Breathwork and bodywork courses
This is as borderline as it gets… When people post about things like breathing classes and sound baths (and sex programs), I do encourage them to put the purpose of the course into a creative context.
e.g. Gabriel Lewry’s amazing Wednesday lunchtime sound baths (currently at Royal Victoria Hotel, 12.30 sharp) which she doesn’t promote on this list but would be absolutely acceptable to post about. She sings, she creates extraordinary experimental music – it’s like lying down and having the BBC Radiphonic Workshop perform just for you.
Even breath work and yoga (and sex) can be incredibly creative and inspirational practices… but I ask people to emphasise the creative and not be too explicit about the courses they run.

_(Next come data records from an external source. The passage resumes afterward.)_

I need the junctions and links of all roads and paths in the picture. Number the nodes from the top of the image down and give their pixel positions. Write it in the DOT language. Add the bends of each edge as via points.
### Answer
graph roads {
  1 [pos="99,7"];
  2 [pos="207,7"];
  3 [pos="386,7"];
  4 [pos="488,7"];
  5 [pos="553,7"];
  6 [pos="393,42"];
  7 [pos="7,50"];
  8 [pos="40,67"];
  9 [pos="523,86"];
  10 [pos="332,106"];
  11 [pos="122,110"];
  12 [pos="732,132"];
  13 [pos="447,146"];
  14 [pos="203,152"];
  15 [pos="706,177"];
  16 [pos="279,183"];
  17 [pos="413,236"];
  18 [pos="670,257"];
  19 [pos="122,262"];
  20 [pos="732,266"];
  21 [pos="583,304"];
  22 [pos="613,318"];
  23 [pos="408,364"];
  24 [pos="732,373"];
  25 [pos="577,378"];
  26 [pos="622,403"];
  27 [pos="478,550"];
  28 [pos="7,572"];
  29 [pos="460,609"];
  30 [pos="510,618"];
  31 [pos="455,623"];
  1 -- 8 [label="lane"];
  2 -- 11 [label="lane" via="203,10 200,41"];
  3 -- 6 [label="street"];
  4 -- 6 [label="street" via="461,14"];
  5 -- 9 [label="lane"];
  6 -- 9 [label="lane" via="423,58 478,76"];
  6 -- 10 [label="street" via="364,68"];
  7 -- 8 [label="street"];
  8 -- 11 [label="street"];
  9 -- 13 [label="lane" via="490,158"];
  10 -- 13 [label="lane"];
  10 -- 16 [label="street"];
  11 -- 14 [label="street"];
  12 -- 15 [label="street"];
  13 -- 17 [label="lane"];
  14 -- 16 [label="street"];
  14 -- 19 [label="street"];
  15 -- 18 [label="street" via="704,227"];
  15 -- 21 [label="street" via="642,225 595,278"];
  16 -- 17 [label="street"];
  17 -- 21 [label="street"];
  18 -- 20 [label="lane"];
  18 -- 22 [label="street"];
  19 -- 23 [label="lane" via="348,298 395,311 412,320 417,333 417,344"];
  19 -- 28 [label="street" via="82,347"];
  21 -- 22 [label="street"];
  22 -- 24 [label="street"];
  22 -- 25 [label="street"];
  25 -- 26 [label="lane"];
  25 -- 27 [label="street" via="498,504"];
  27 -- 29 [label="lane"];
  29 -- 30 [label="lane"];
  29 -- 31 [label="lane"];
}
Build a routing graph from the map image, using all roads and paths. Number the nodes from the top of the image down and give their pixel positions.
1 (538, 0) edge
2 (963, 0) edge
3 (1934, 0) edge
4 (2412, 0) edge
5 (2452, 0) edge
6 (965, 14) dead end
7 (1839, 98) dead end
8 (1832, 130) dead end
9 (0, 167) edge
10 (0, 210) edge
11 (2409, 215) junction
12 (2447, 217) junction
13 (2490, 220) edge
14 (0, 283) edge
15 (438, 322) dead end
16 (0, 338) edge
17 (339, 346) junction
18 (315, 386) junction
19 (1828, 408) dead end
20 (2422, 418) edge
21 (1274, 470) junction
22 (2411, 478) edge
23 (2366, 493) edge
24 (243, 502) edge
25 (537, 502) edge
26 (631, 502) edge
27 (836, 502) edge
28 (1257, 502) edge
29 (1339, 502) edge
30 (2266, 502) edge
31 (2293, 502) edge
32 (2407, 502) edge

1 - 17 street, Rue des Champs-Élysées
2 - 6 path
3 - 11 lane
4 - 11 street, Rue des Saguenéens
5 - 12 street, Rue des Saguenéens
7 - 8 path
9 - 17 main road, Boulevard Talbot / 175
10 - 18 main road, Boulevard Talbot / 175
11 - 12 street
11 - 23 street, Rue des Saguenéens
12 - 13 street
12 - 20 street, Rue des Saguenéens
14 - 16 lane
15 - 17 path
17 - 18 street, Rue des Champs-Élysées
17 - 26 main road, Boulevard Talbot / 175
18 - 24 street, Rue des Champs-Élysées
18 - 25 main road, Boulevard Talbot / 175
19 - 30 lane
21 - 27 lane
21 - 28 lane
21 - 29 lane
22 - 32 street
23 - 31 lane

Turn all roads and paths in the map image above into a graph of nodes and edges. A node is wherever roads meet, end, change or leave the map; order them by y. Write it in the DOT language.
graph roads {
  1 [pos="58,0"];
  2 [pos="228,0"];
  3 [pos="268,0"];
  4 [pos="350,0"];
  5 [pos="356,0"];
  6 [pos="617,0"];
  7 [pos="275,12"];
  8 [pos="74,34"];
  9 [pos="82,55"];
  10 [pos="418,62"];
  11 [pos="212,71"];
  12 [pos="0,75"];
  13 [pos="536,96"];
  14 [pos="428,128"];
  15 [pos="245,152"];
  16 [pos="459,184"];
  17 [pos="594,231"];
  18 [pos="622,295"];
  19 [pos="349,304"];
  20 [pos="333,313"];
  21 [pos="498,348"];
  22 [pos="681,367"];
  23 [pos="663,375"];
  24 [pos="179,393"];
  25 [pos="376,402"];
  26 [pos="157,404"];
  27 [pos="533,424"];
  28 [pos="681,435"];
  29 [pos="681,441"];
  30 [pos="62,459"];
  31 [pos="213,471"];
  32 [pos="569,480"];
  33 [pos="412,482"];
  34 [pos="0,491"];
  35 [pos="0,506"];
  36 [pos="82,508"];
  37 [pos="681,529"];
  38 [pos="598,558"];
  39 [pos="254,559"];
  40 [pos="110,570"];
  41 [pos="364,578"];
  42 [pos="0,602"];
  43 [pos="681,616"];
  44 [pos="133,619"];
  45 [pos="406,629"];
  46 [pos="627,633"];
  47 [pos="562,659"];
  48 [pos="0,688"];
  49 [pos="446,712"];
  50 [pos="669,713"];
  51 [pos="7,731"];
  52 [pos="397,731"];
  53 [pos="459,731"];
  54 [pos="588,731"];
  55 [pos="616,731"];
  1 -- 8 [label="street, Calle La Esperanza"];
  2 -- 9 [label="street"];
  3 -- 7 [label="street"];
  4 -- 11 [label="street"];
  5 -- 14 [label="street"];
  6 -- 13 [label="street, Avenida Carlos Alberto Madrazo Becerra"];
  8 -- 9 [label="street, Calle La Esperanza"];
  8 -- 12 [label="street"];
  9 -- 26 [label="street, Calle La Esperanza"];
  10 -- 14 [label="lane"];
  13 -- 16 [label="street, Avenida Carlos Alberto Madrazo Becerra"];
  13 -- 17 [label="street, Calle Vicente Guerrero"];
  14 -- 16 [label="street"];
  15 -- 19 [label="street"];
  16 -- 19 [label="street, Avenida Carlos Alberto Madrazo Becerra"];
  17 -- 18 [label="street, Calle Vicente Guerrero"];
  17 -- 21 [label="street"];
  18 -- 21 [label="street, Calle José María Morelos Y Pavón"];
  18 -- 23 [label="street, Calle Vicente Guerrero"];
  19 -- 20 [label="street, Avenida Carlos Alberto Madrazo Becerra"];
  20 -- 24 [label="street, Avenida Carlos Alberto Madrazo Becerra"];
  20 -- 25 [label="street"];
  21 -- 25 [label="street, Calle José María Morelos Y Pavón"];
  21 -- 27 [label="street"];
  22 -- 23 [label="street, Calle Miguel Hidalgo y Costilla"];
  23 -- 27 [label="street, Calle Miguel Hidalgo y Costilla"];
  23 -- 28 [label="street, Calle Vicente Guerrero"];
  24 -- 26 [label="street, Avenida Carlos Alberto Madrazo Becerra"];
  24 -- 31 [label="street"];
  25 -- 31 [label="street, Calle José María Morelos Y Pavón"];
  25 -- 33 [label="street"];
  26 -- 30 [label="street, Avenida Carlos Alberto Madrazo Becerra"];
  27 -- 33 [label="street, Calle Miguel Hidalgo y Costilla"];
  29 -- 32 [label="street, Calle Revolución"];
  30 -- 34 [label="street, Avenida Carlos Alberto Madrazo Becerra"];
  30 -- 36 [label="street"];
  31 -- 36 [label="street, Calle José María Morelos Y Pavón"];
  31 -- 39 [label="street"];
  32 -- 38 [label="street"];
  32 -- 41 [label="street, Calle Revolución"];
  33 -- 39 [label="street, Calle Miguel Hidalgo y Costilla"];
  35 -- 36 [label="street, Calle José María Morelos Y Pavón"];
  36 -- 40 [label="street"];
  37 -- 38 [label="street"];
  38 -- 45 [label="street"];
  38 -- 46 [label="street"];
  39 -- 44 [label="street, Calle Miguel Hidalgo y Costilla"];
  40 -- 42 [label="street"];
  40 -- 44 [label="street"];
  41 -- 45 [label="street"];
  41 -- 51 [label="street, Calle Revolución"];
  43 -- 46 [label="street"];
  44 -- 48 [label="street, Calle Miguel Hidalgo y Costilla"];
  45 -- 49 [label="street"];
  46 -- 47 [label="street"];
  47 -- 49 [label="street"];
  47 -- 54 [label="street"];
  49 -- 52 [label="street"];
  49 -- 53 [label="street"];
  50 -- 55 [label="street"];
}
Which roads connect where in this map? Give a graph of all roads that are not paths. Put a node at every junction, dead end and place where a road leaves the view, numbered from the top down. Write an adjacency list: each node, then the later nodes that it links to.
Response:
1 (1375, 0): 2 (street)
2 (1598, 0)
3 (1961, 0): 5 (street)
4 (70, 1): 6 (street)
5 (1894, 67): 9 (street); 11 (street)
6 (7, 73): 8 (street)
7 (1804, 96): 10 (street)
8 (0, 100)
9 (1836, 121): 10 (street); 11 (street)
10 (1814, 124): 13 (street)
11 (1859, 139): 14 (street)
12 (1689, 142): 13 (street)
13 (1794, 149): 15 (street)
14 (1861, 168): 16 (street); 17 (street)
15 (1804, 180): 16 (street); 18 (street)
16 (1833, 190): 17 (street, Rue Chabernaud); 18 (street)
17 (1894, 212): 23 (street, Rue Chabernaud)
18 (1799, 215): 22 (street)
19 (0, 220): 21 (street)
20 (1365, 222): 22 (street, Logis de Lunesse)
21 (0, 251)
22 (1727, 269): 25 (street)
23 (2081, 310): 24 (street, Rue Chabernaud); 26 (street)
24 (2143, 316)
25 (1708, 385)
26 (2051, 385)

Cookery/gardening… beyond the pale? – there was a relatively recent controversial post (a man who ran a course showing people how to skin and cook a deer). I know this really upset some people and his post was not well worded and was quite explicit. Again, it was borderline as to whether it should have been posted at all, but there was an element of performance in the description of the process. I asked him to be more careful about how to promote his courses if he was to post in the future – he’s basically a forager and I don’t think anyone would have objected to him posting about a foraging course if it had been using local plants and seafood. Cooking and gardening are creative, but so is hair-dressing… like breathwork and bodywork workshops, if you are going to post about cooking, gardening or even hair-dressing, please make sure there is a high level of creativity, not just ‘common or garden’ gardening/cooking/hair-dressing. Creative make-up for film / theatre is, for example, absolutely on topic.